Top 100 Cities by Utility Bills for a 60 m² Apartment (Annual Cost)
Most Expensive Cities for Utilities in 2026: Top 100 Annual Bills for a 60 m² Apartment
Answer: Erfurt, Germany ranks as the most expensive city for apartment utilities in this February 26, 2026 snapshot, with an estimated $5,301.23 per year for a ≈60 m² apartment. The Top 10 is led by Erfurt, Villach, George Town, Pisa, Dortmund, Frankfurt, Salzburg, Essen, Munich, and Karlsruhe.
Utility bills are one of the least predictable “fixed” costs of living in a rented or owned apartment. Two similar 60 m² flats can produce very different annual totals because the invoice is not only about energy use: it also reflects network charges, taxes and levies, standing fees, heating system type, local climate, and the energy-efficiency of the building stock.

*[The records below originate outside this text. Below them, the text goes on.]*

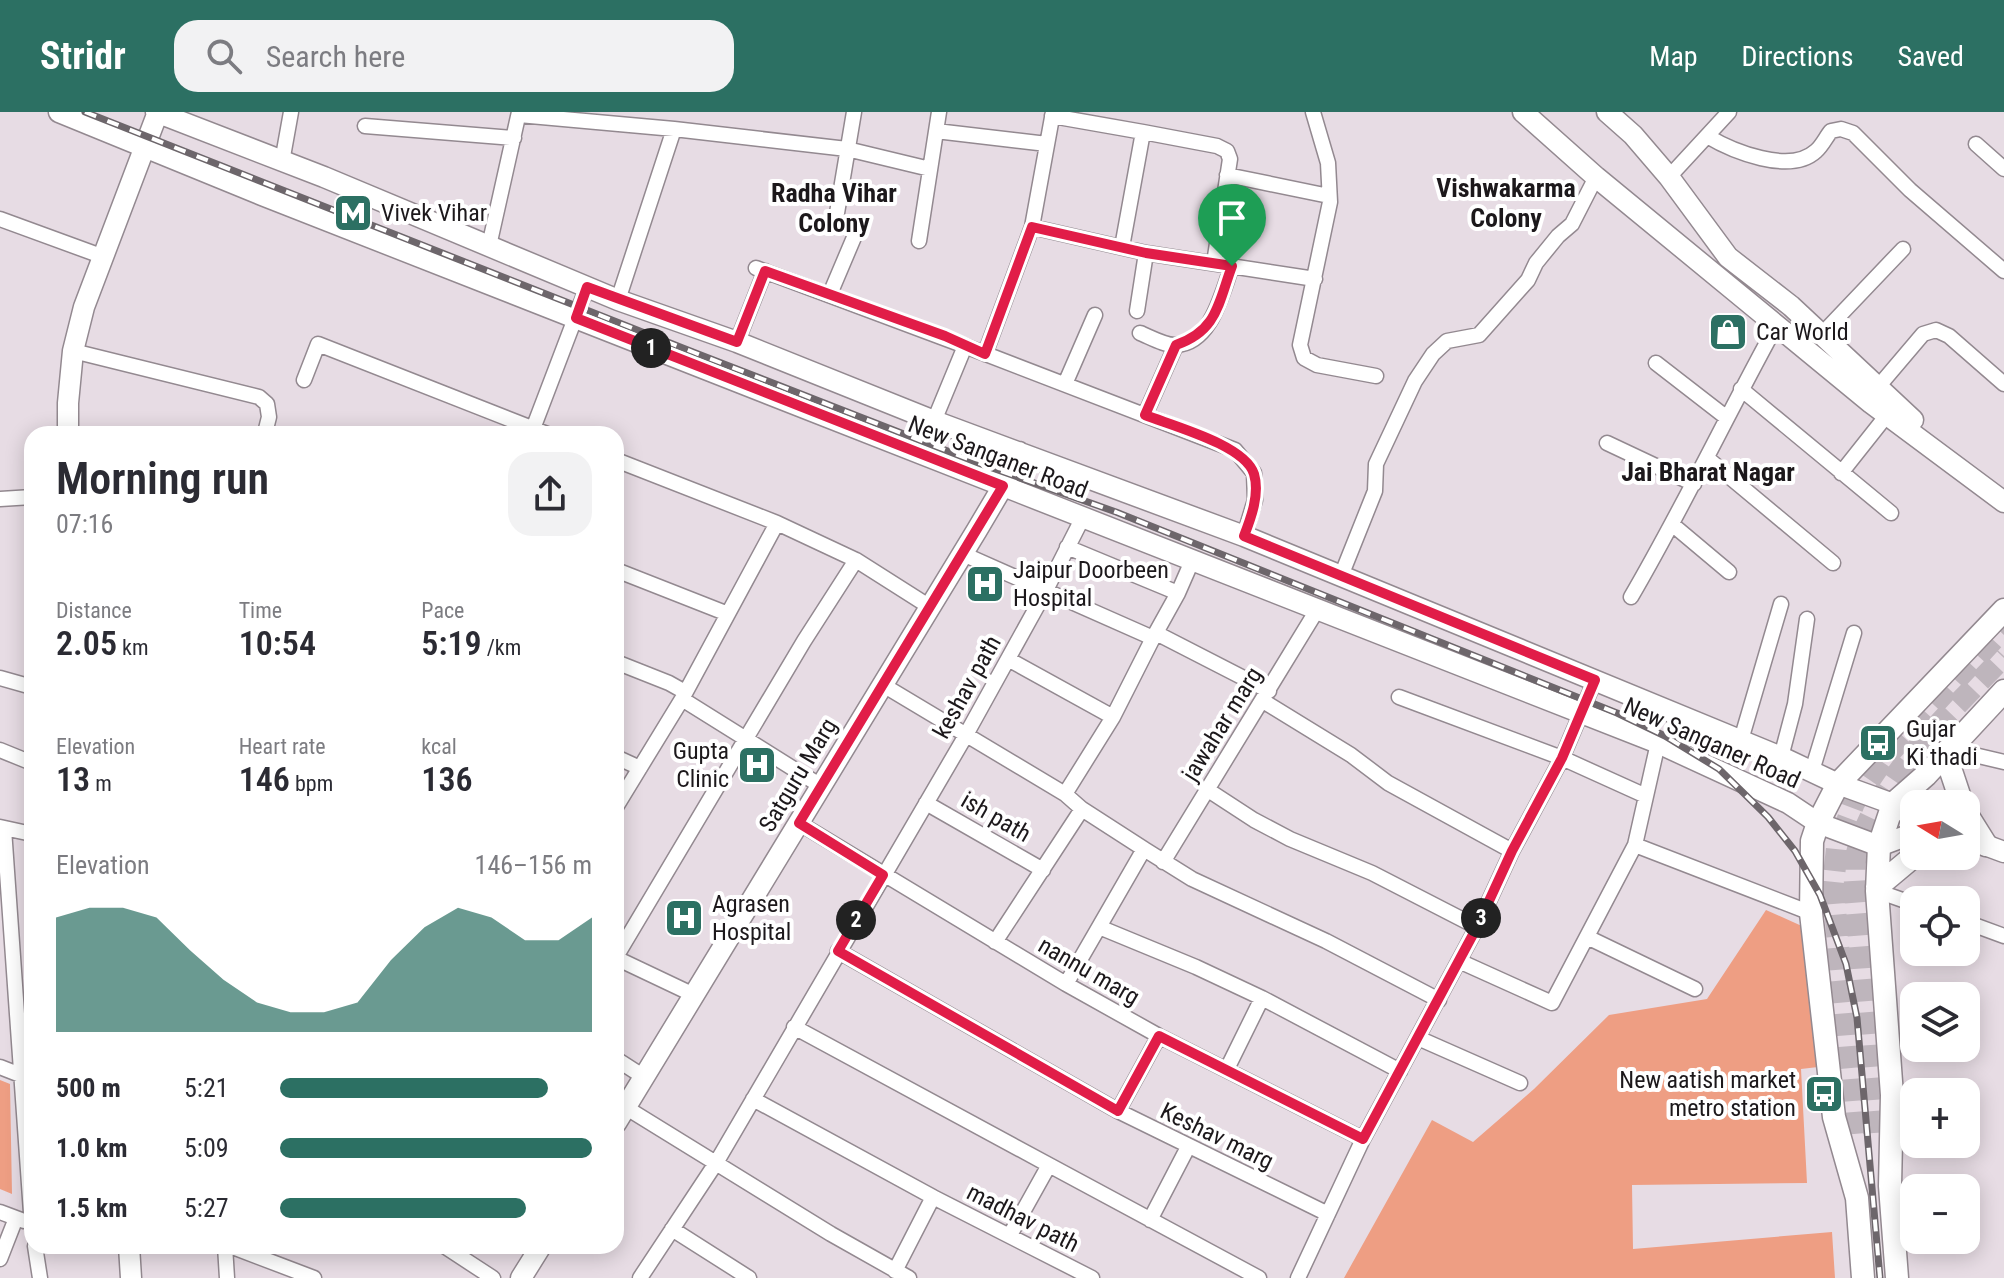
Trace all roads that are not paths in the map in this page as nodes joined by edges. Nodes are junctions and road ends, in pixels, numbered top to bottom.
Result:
1 (59, 112) edge
2 (157, 112) edge
3 (291, 112) edge
4 (854, 112) edge
5 (939, 112) edge
6 (1313, 112) edge
7 (1523, 112) edge
8 (1607, 112) edge
9 (1729, 112) edge
10 (519, 113) edge
11 (1053, 114) edge
12 (188, 118) edge
13 (642, 119) edge
14 (365, 126) dead end
15 (674, 129) junction
16 (936, 131) junction
17 (1143, 132) junction
18 (1707, 136) junction
19 (514, 138) junction
20 (1047, 144) junction
21 (1976, 144) dead end
22 (145, 148) junction
23 (847, 149) junction
24 (282, 162) junction
25 (930, 169) junction
26 (2004, 169) edge
27 (1227, 175) junction
28 (1596, 177) junction
29 (1669, 177) junction
30 (1329, 196) junction
31 (837, 213) dead end
32 (0, 219) edge
33 (1032, 227) junction
34 (855, 235) dead end
35 (919, 241) dead end
36 (489, 246) junction
37 (1122, 247) junction
38 (1903, 249) dead end
39 (1146, 253) junction
40 (104, 257) junction
41 (1214, 263) junction
42 (1232, 266) junction
43 (2004, 271) edge
44 (1315, 279) junction
45 (587, 287) junction
46 (830, 294) junction
47 (618, 300) junction
48 (1137, 311) dead end
49 (1095, 315) dead end
50 (576, 318) junction
51 (1777, 324) junction
52 (1140, 333) dead end
53 (1821, 335) junction
54 (737, 342) junction
55 (1176, 345) junction
56 (965, 346) junction
57 (73, 351) junction
58 (985, 354) junction
59 (1656, 363) dead end
60 (1376, 376) dead end
61 (304, 380) dead end
62 (1065, 384) junction
63 (2004, 384) edge
64 (1878, 387) junction
65 (1741, 389) junction
66 (1145, 415) junction
67 (1887, 415) junction
68 (1727, 418) junction
69 (934, 421) junction
70 (68, 426) edge
71 (267, 426) edge
72 (520, 426) edge
73 (534, 426) edge
74 (1607, 443) dead end
75 (1019, 452) junction
76 (1945, 456) junction
77 (1707, 458) junction
78 (624, 463) edge
79 (1841, 473) junction
80 (1694, 484) junction
81 (1003, 486) junction
82 (24, 498) edge
83 (0, 500) edge
84 (2004, 502) edge
85 (1891, 513) dead end
86 (1083, 517) junction
87 (777, 523) junction
88 (1673, 525) junction
89 (1244, 536) junction
90 (1067, 547) junction
91 (963, 554) junction
92 (856, 560) junction
93 (1192, 561) junction
94 (1833, 563) dead end
95 (1729, 572) dead end
96 (624, 573) edge
97 (1341, 576) junction
98 (1045, 592) junction
99 (1178, 593) junction
100 (1631, 597) dead end
101 (1781, 604) dead end
102 (930, 607) junction
103 (1317, 610) junction
104 (2004, 610) edge
105 (728, 614) junction
106 (1807, 619) dead end
107 (1854, 633) dead end
108 (1154, 636) junction
109 (1008, 659) junction
110 (624, 665) edge
111 (0, 678) edge
112 (1595, 680) junction
113 (24, 685) edge
114 (883, 685) junction
115 (2004, 691) edge
116 (684, 696) junction
117 (1266, 696) junction
118 (1399, 697) dead end
119 (1582, 714) junction
120 (1113, 717) junction
121 (967, 734) junction
122 (745, 740) junction
123 (1741, 740) junction
124 (1658, 743) junction
125 (1948, 749) junction
126 (0, 750) edge
127 (1781, 757) junction
128 (1562, 758) junction
129 (24, 760) edge
130 (624, 761) edge
131 (2004, 762) edge
132 (640, 768) junction
133 (1812, 771) junction
134 (1838, 784) junction
135 (821, 786) junction
136 (1208, 790) junction
137 (1957, 790) edge
138 (624, 794) edge
139 (1065, 794) junction
140 (1646, 796) junction
141 (926, 803) junction
142 (1893, 804) junction
143 (1082, 809) junction
144 (1900, 809) edge
145 (799, 823) junction
146 (1818, 823) junction
147 (2, 828) edge
148 (24, 832) edge
149 (1900, 838) edge
150 (1635, 845) junction
151 (1879, 846) junction
152 (1144, 849) junction
153 (1512, 851) junction
154 (1163, 862) junction
155 (1900, 868) edge
156 (1043, 870) junction
157 (883, 875) junction
158 (1877, 889) junction
159 (1900, 898) edge
160 (1811, 913) junction
161 (5, 920) edge
162 (1099, 927) junction
163 (1477, 927) junction
164 (1980, 927) edge
165 (2004, 936) edge
166 (1587, 937) junction
167 (995, 942) junction
168 (624, 944) edge
169 (838, 951) junction
170 (1459, 961) junction
171 (624, 962) edge
172 (7, 973) edge
173 (1066, 984) junction
174 (1695, 989) dead end
175 (694, 995) junction
176 (1262, 998) junction
177 (1439, 1000) junction
178 (794, 1027) junction
179 (1159, 1036) junction
180 (1418, 1038) junction
181 (624, 1064) edge
182 (0, 1067) edge
183 (1227, 1069) junction
184 (1400, 1071) junction
185 (23, 1076) junction
186 (644, 1077) junction
187 (1520, 1083) dead end
188 (753, 1099) junction
189 (24, 1105) edge
190 (624, 1110) edge
191 (1118, 1111) junction
192 (624, 1117) edge
193 (1363, 1139) junction
194 (1188, 1147) junction
195 (716, 1163) junction
196 (1049, 1165) junction
197 (1890, 1186) junction
198 (933, 1197) junction
199 (1857, 1198) junction
200 (0, 1212) edge
201 (1328, 1214) junction
202 (1150, 1220) junction
203 (24, 1221) edge
204 (24, 1227) edge
205 (672, 1229) junction
206 (1010, 1235) junction
207 (36, 1254) edge
208 (130, 1254) edge
209 (227, 1254) edge
210 (249, 1254) edge
211 (456, 1254) edge
212 (536, 1254) edge
213 (0, 1259) edge
214 (895, 1271) junction
215 (40, 1278) edge
216 (131, 1278) edge
217 (227, 1278) edge
218 (314, 1278) edge
219 (493, 1278) edge
220 (521, 1278) edge
221 (640, 1278) edge
222 (749, 1278) edge
223 (909, 1278) edge
224 (1092, 1278) edge
225 (1259, 1278) edge
226 (1298, 1278) edge
227 (1863, 1278) edge
228 (1897, 1278) edge

1 - 22 main road, New Sanganer Road
2 - 12 main road, New Sanganer Road
2 - 22 main road
3 - 24 street
4 - 23 street
5 - 16 street
6 - 30 street
7 - 28 main road
8 - 29 main road
9 - 18 street
10 - 13 street
10 - 19 street
11 - 17 street
11 - 20 street
12 - 24 main road, New Sanganer Road
13 - 15 street
14 - 19 street
15 - 23 street
15 - 47 street
16 - 20 street
16 - 25 street
17 - 27 street
17 - 37 street
18 - 29 street
18 - 43 street
19 - 36 street
20 - 33 street
21 - 26 street
22 - 40 main road
22 - 50 main road, New Sanganer Road
23 - 25 street
23 - 31 street
24 - 36 main road, New Sanganer Road
25 - 35 street
27 - 30 street
27 - 41 street
28 - 51 main road
28 - 97 street
29 - 53 main road
30 - 44 street
32 - 40 street
33 - 37 street
33 - 58 street
34 - 46 street
36 - 45 main road, New Sanganer Road
37 - 39 street
38 - 53 street
39 - 41 street
39 - 48 street
40 - 57 main road
41 - 42 street
42 - 44 street
42 - 55 street
44 - 60 street
45 - 47 main road, New Sanganer Road
45 - 50 street
46 - 54 street
46 - 56 street
47 - 54 main road, New Sanganer Road
49 - 62 street
50 - 73 street
50 - 81 main road, New Sanganer Road
51 - 65 street
51 - 67 main road
52 - 55 street
53 - 64 main road
54 - 69 main road, New Sanganer Road
55 - 66 street
56 - 58 street
56 - 69 street
57 - 70 main road
57 - 71 street
58 - 62 street
59 - 68 street
61 - 72 street
62 - 66 street
63 - 64 street
64 - 76 main road
65 - 68 street
65 - 79 street
66 - 89 street
67 - 76 main road
67 - 79 street
68 - 77 street
69 - 75 main road, New Sanganer Road
74 - 80 street
75 - 81 main road, Satguru Marg
75 - 89 main road, New Sanganer Road
76 - 84 main road
77 - 80 street
77 - 94 street
78 - 87 street
79 - 85 street
80 - 88 street
81 - 86 main road, New Sanganer Road
81 - 91 main road, Satguru Marg
82 - 83 street
86 - 90 street, keshav path
86 - 93 main road, New Sanganer Road
87 - 92 street
87 - 105 street
88 - 95 street
88 - 100 street
89 - 97 main road, New Sanganer Road
90 - 98 street, keshav path
90 - 99 street
91 - 98 street
91 - 102 main road, Satguru Marg
92 - 102 street
92 - 122 street
93 - 99 street
93 - 103 main road, New Sanganer Road
96 - 105 street
97 - 112 main road, New Sanganer Road
98 - 108 street
98 - 109 street, keshav path
99 - 108 street
101 - 123 street
102 - 114 main road, Satguru Marg
103 - 117 street, jawahar marg
103 - 119 main road, New Sanganer Road
104 - 134 main road
105 - 116 street
106 - 127 street
107 - 133 street
108 - 117 street
108 - 120 street
109 - 120 street
109 - 121 street, keshav path
110 - 116 street
111 - 113 street
112 - 119 street
112 - 123 main road, New Sanganer Road
114 - 121 street
114 - 135 main road, Satguru Marg
115 - 125 main road
116 - 122 street
116 - 132 street
117 - 136 street, jawahar marg
117 - 153 street
118 - 128 street
119 - 124 main road, New Sanganer Road
119 - 128 street
120 - 139 street
121 - 139 street
121 - 141 street, keshav path
122 - 135 street
122 - 168 street
123 - 127 main road, New Sanganer Road
124 - 140 street
124 - 146 main road, New Sanganer Road
125 - 131 street
125 - 137 main road
125 - 142 main road
126 - 129 street
127 - 133 main road, New Sanganer Road
128 - 140 street
128 - 153 street
130 - 132 street
132 - 138 street
133 - 134 main road, New Sanganer Road
134 - 142 main road, New Sanganer Road
134 - 146 main road
135 - 145 main road, Satguru Marg
136 - 154 street, jawahar marg
136 - 163 street
139 - 143 street
140 - 150 street
141 - 156 street, ish path
141 - 157 street, keshav path
142 - 144 main road, New Sanganer Road
142 - 151 main road
143 - 152 street
143 - 156 street
145 - 157 street, nannu marg
145 - 175 main road, Satguru Marg
146 - 151 main road, New Sanganer Road
146 - 160 main road
147 - 148 street
147 - 161 street
149 - 151 main road
150 - 160 street
150 - 166 street
151 - 158 main road
152 - 154 street
152 - 162 street
153 - 163 street
154 - 177 street
155 - 158 main road
156 - 167 street
157 - 167 street, nannu marg
157 - 169 street, keshav path
158 - 159 street
158 - 197 main road
160 - 199 main road
161 - 172 street
162 - 173 street
162 - 176 street
163 - 170 street
164 - 165 street
166 - 170 street
166 - 174 street
167 - 173 street, nannu marg
169 - 178 street, keshav path
169 - 191 street, Keshav marg
170 - 177 street
171 - 175 street
172 - 185 street
173 - 179 street, nannu marg
175 - 186 main road, Satguru Marg
176 - 183 street
176 - 184 street
177 - 180 street
178 - 188 street, keshav path
178 - 196 street
179 - 183 street, nannu marg
179 - 191 street
180 - 184 street
180 - 187 street
181 - 186 street
182 - 185 street
183 - 193 street, nannu marg
184 - 193 street
185 - 189 street
186 - 190 main road, Satguru Marg
188 - 195 street, keshav path
188 - 198 street, madhav path
191 - 194 street, Keshav marg
192 - 195 street
193 - 201 street
194 - 201 street, Keshav marg
194 - 202 street
195 - 205 street, keshav path
195 - 214 street
196 - 202 street
196 - 206 street
197 - 199 main road
197 - 228 main road
198 - 206 street, madhav path
198 - 214 street
199 - 227 main road
200 - 203 street
201 - 226 street
202 - 225 street
204 - 213 street
205 - 221 street, keshav path
205 - 222 street
206 - 224 street, madhav path
207 - 215 street
208 - 216 main road
209 - 217 street
210 - 218 street
211 - 219 street
212 - 220 main road
214 - 223 street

This page ranks the Top 100 cities with the highest combined “basic utilities” costs, expressed as an estimated annual bill for a ≈60 m² apartment. The price basis is Numbeo’s city-level item “Basic Utilities for 85 m² Apartment (Electricity, Heating, Cooling, Water, Garbage)” (itemId=30), viewed as a monthly USD value on the snapshot date and then normalized to ≈60 m². The result is a comparable benchmark for budgeting, relocation analysis, and market research, not a quote for a specific apartment.
Data note: the ranking uses a city-level price benchmark, not a provider tariff schedule and not an audited household-bill dataset. Numbeo labels the underlying utilities item as based on contributors and official sources and shows city prices only where a complete dataset is available. The 60 m² estimate is a normalization step (see methodology) and can deviate when fixed charges dominate. For budgeting, treat numbers as a planning baseline and apply a non-statistical ±15% planning band unless you have building-specific bills. Annual cost here is computed as 12× the monthly benchmark and does not model seasonal peaks.
Use the ranking to compare cities on a common apartment size (≈60 m²), then validate the estimate with local utility providers, heating type, building energy efficiency, and whether hot water or heating are included in rent.
What this ranking measures (and what it does not)
“Utilities” can mean different things on rental listings. In some cities it means “electricity only”; in others it includes district heating, water, garbage collection, and climate control. To make cities comparable, this ranking uses a consistent bundled definition of basic utilities for an apartment—a single monthly value that includes:
- Electricity (typical household electricity and fixed charges captured in the benchmark).
- Heating and cooling (the dominant residential climate-control costs in that city’s typical setup).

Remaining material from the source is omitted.